### EXTRACTED ENTRIES
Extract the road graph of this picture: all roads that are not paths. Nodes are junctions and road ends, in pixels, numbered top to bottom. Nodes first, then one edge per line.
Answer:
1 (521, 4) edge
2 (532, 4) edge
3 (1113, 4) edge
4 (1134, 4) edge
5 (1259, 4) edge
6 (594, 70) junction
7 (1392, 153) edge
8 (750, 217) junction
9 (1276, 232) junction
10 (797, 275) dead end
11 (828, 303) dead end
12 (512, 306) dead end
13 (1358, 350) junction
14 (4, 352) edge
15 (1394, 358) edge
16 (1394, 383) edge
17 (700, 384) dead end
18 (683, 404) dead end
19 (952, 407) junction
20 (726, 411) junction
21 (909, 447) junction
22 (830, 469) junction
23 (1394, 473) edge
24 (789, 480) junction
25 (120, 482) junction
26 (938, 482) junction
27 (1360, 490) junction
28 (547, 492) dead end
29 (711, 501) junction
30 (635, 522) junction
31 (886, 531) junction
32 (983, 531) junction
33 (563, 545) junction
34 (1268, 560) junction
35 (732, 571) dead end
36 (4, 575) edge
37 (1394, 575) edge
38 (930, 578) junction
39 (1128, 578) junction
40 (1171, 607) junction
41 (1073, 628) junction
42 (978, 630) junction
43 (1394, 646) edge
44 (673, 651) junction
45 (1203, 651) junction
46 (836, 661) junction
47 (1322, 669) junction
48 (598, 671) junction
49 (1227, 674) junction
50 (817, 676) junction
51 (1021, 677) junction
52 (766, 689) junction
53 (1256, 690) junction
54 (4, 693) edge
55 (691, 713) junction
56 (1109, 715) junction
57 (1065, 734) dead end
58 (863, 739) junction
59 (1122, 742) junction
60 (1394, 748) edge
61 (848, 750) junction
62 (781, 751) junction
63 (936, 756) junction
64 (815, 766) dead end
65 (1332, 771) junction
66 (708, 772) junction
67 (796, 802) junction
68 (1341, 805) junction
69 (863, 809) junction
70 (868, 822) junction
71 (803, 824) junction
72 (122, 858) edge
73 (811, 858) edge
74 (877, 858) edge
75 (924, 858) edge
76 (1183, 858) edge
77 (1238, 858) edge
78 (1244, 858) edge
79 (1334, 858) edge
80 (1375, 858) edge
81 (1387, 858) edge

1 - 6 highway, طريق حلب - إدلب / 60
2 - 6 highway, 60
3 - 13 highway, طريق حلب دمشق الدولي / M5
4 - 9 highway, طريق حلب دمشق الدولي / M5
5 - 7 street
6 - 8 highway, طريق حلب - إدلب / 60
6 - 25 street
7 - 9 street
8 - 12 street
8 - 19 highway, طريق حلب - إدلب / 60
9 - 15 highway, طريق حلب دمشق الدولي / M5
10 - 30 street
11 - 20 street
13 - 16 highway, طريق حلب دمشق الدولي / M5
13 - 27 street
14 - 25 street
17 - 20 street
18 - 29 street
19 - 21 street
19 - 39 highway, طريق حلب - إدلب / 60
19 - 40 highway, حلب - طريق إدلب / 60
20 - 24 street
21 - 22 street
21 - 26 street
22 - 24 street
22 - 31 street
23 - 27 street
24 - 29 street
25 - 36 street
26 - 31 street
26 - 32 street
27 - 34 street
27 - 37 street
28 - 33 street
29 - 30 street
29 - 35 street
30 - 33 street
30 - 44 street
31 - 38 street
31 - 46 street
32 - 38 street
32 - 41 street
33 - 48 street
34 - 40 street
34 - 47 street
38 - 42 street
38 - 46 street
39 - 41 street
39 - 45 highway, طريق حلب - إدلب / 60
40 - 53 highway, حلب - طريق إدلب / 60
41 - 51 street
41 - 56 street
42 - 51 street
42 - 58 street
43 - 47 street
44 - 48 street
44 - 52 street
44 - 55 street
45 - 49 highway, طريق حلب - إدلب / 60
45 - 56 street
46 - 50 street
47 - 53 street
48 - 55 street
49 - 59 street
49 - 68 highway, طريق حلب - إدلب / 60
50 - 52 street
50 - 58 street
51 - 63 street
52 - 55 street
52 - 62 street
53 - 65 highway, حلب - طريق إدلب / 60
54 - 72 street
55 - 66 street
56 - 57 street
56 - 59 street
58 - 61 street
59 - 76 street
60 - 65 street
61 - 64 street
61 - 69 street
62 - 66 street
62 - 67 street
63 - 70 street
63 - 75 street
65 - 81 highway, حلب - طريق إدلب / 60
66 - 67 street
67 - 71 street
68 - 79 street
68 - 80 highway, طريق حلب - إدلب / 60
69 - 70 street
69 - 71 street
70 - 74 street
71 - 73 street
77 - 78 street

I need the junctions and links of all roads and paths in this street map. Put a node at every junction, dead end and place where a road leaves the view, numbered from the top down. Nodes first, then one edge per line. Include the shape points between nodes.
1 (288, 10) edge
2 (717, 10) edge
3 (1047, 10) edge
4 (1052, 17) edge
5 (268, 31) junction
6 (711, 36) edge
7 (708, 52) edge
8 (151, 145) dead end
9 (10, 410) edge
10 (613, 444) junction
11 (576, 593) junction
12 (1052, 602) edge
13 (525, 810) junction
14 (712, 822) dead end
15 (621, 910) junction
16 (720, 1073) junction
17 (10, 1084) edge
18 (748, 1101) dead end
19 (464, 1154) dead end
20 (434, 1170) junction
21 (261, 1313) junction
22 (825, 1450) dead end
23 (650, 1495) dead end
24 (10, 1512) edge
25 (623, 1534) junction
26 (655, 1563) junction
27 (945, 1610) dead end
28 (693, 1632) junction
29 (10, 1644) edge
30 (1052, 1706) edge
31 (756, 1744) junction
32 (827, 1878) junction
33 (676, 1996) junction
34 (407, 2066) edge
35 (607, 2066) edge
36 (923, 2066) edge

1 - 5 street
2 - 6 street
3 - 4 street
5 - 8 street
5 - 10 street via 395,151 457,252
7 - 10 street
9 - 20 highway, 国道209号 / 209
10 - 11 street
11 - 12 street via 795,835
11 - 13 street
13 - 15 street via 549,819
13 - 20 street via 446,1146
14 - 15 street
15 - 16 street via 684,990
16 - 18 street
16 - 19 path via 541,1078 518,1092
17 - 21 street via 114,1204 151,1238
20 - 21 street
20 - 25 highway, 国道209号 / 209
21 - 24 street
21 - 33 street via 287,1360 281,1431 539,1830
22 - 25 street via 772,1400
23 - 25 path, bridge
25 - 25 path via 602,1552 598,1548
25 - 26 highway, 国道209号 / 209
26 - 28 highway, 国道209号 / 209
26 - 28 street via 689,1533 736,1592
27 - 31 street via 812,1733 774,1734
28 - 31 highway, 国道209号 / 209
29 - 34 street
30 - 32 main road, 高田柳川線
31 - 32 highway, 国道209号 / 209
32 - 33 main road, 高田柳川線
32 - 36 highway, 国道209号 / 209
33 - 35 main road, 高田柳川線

### TASK DETAILS
Please find each line in the records above that holds the word "دمشق", and copy it.

### EXERCISE OUTPUT
3 - 13 highway, طريق حلب دمشق الدولي / M5
4 - 9 highway, طريق حلب دمشق الدولي / M5
9 - 15 highway, طريق حلب دمشق الدولي / M5
13 - 16 highway, طريق حلب دمشق الدولي / M5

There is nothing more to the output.